The Howard government ordered that the 223 people including 116 women and children be kept on board their unseaworthy vessel during a 24 hour tow back towards Christmas Island, something which contradicted all the principles of safety of life at sea.
The crew of the HMAS Adelaide were ordered to keep people on the boat until it actually sank and they were in the water. Only then could they be rescued and brought onboard the Adelaide.
The boat finally foundered with only an hour's warning.
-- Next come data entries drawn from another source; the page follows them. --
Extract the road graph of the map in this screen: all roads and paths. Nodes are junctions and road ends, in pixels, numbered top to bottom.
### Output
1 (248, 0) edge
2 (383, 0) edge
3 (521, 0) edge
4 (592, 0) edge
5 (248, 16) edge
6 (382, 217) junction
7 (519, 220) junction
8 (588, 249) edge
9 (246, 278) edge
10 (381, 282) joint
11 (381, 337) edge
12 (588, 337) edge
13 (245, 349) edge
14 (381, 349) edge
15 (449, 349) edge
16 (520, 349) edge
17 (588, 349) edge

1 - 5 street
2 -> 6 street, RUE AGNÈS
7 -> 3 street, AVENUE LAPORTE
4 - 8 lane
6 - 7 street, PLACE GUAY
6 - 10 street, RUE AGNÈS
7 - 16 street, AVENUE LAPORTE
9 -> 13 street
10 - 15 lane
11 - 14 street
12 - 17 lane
In a dangerous emergency rescue from the sea, it is a miracle that nobody drowned.
The senate inquiry should be reopened to continue to investigate what happened to ensure that the navy did not search for and rescue the asylum seekers on the SIEVX. It remains one of Australia’s greatest national tragedies, and the truth must be known.
The government argues that we can stop people from coming to Australia in a 'humane' way, that the navy can turn boats back to Indonesia without sinking them, without hurting people - I’ve illustrated that this is not true, that Operation Relex in fact had no concern for human life.
The Australian government’s focus of targetting people smugglers to lock them up and put them out of business is misguided, because as long as there is a desperate demand, others looking to make money will take their place.
There are humane alternatives which would put people smugglers out of business without leaving asylum seekers stranded. They’re alternatives which involve significant changes in policies of rich-country governments worldwide.
For a start, Australia should work with the UNHCR to assess the claims of all asylum seekers who reach Indonesia, and provided assisted passage to Australia for those who qualify.
Second, Australia’s - and all countries’ - intake of refugees should respond to the rise and fall of world crises, such as the outpouring of refugees from Afghanistan and Iraq in the last ten years.
Consider if Australia’s response to the plight of Afghan and Iraqi refugees had matched our response to the Vietnamese, when we took in 55,000 refugees in the 1970s and a further 95,000 through family reunion in the 1980’s. It was this response, matched on a worldwide level, that meant fewer people had to risk their lives taking to the seas in boats.
I think it’s our role to work out how to popularise these sorts of alternatives in responding to ongoing humanitarian crisis today.